◆ TASK GOAL ◆
Below are some records; copy them word for word and drop the pictures.

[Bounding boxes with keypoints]
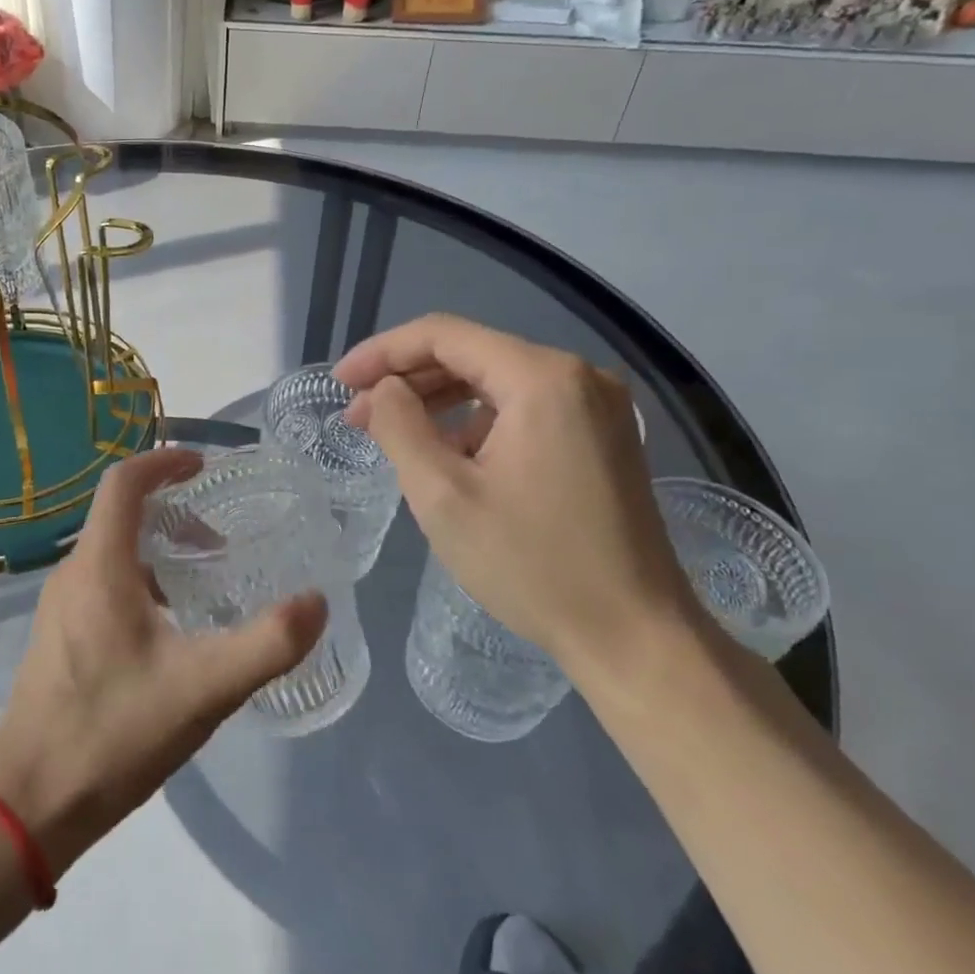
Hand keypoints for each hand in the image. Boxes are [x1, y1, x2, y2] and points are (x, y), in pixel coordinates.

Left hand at [0, 447, 326, 875]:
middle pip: (120, 515)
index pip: (124, 483)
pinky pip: (102, 584)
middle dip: (172, 510)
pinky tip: (171, 628)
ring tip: (204, 579)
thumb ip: (267, 643)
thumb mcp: (203, 689)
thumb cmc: (113, 733)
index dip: (164, 462)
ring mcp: (60, 608)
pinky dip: (141, 579)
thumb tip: (317, 601)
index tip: (205, 465)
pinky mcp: (58, 639)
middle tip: (220, 535)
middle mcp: (73, 574)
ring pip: (112, 552)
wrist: (28, 806)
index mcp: (99, 566)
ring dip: (158, 548)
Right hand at [334, 314, 696, 678]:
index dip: (382, 352)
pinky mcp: (602, 435)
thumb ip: (400, 426)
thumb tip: (384, 389)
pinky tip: (448, 454)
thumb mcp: (443, 495)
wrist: (635, 637)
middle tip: (356, 414)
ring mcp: (597, 406)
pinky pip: (523, 407)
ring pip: (496, 381)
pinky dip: (477, 421)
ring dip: (439, 400)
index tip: (340, 382)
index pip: (444, 335)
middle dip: (407, 378)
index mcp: (542, 378)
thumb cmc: (531, 565)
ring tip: (392, 433)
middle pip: (472, 353)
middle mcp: (577, 376)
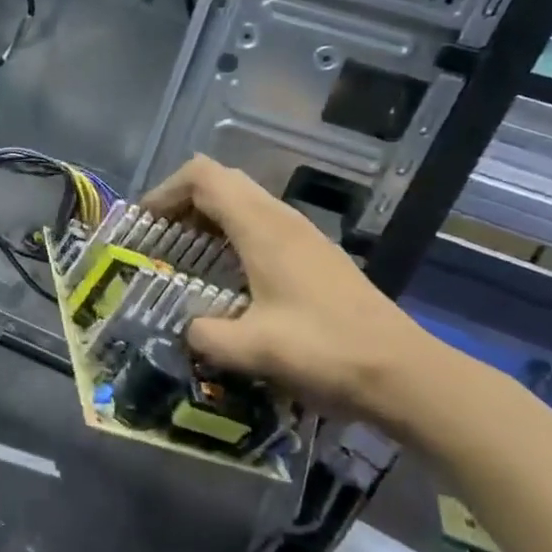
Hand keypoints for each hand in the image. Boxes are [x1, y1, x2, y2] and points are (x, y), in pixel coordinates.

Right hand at [139, 157, 434, 423]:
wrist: (406, 375)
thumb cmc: (326, 352)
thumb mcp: (251, 349)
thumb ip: (203, 335)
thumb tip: (185, 329)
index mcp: (263, 228)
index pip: (203, 176)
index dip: (166, 190)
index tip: (144, 224)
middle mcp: (282, 220)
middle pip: (221, 182)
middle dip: (181, 203)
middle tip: (158, 239)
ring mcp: (303, 236)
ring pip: (243, 202)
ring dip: (206, 218)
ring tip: (182, 256)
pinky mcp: (315, 255)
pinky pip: (261, 225)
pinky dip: (230, 235)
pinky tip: (224, 277)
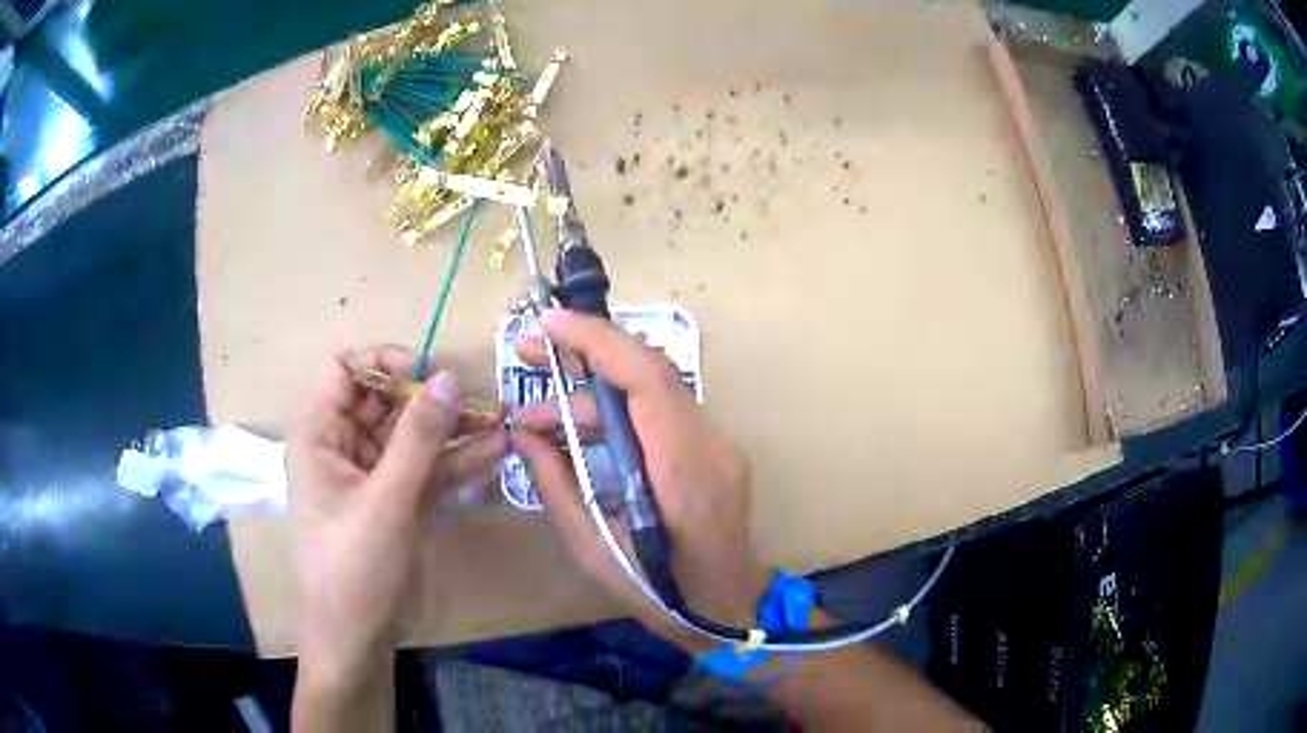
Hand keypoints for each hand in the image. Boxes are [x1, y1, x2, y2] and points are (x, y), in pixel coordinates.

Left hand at [287, 345, 507, 682]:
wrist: (361, 635)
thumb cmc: (354, 564)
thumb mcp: (385, 500)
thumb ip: (418, 438)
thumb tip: (449, 377)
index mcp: (322, 435)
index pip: (346, 372)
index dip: (384, 362)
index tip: (428, 373)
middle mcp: (347, 447)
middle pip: (387, 401)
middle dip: (430, 397)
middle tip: (476, 401)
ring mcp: (378, 475)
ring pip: (416, 436)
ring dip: (455, 429)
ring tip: (502, 421)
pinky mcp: (404, 501)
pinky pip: (432, 469)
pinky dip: (461, 460)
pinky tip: (498, 452)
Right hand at [511, 310, 770, 651]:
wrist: (727, 609)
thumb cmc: (660, 592)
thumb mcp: (593, 547)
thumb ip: (556, 484)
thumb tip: (523, 434)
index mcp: (684, 472)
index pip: (646, 380)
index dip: (597, 342)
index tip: (548, 324)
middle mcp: (710, 445)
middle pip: (650, 373)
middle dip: (586, 354)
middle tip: (529, 353)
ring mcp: (718, 444)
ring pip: (652, 392)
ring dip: (593, 395)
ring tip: (537, 420)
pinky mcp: (713, 450)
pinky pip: (660, 413)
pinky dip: (616, 413)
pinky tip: (578, 431)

◆ RESPONSE ◆
Hand keypoints for each hand in the image. Boxes are [x1, y1, x2, y2] and points are (x, y), in pixel coordinates.

Left hand at [0, 447, 326, 875]:
middle pip: (120, 515)
index pip: (124, 483)
pinky pip: (102, 584)
middle dip: (172, 510)
pinky tip: (171, 628)
ring tip: (204, 579)
thumb ip: (267, 643)
thumb mcp: (203, 689)
thumb cmc: (113, 733)
index dip: (164, 462)
ring mcp: (60, 608)
pinky dip: (141, 579)
thumb tip: (317, 601)
index tip: (205, 465)
pinky mcp: (58, 639)
middle tip: (220, 535)
middle mcp: (73, 574)
ring pip: (112, 552)
wrist: (28, 806)
index mcp: (99, 566)
ring dip: (158, 548)
Right hand at [334, 314, 696, 678]:
index dip: (382, 352)
pinky mcp: (602, 435)
thumb ip: (400, 426)
thumb tip: (384, 389)
pinky tip: (448, 454)
thumb mcp: (443, 495)
wrist: (635, 637)
middle tip: (356, 414)
ring mcp: (597, 406)
pinky pip: (523, 407)
ring pip: (496, 381)
pinky dip: (477, 421)
ring dip: (439, 400)
index tip: (340, 382)
index pip: (444, 335)
middle dip: (407, 378)
index mcp: (542, 378)
thumb cmc: (531, 565)
ring tip: (392, 433)
middle pip: (472, 353)
middle mcp: (577, 376)
Hand keypoints for each hand in the image. Boxes are [x1, y1, x2, y2] and points are (x, y), in pixel coordinates.

Right hand at [139, 157, 434, 423]:
wrist: (406, 375)
thumb cmc: (326, 352)
thumb mcp: (251, 349)
thumb ip: (203, 335)
thumb tip: (185, 329)
index mcp: (263, 228)
index pip: (203, 176)
index dip: (166, 190)
index tip: (144, 224)
middle mcp: (282, 220)
middle pip: (221, 182)
middle dip: (181, 203)
middle tip: (158, 239)
ring mcp: (303, 236)
ring pip: (243, 202)
ring dip: (206, 218)
ring tip: (182, 256)
pinky mcp: (315, 255)
pinky pip: (261, 225)
pinky dip: (230, 235)
pinky tip: (224, 277)
Hand keypoints for each hand in the image. Boxes are [x1, y1, x2, y2] and points are (x, y), in pixel coordinates.

Left hand at [287, 345, 507, 682]:
wrist: (361, 635)
thumb cmc: (354, 564)
thumb mcp: (385, 500)
thumb ip: (418, 438)
thumb tip: (449, 377)
index mcp: (322, 435)
index pip: (346, 372)
index dip: (384, 362)
index tip: (428, 373)
middle mcp: (347, 447)
middle pip: (387, 401)
middle dip: (430, 397)
middle tip: (476, 401)
ring mcp: (378, 475)
ring pip: (416, 436)
ring dip: (455, 429)
ring tip: (502, 421)
pinky mcp: (404, 501)
pinky pip: (432, 469)
pinky dip: (461, 460)
pinky tip: (498, 452)
Right hand at [511, 310, 770, 651]:
wrist: (727, 609)
thumb cmc: (660, 592)
thumb mcp: (593, 547)
thumb ip: (556, 484)
thumb tip: (523, 434)
index mcp: (684, 472)
index pip: (646, 380)
index dip: (597, 342)
index tip: (548, 324)
middle mcp: (710, 445)
middle pip: (650, 373)
middle dip: (586, 354)
middle tip: (529, 353)
ring mcp: (718, 444)
ring pip: (652, 392)
ring dip: (593, 395)
ring tip: (537, 420)
pinky mcp: (713, 450)
pinky pip: (660, 413)
pinky dip: (616, 413)
pinky tip: (578, 431)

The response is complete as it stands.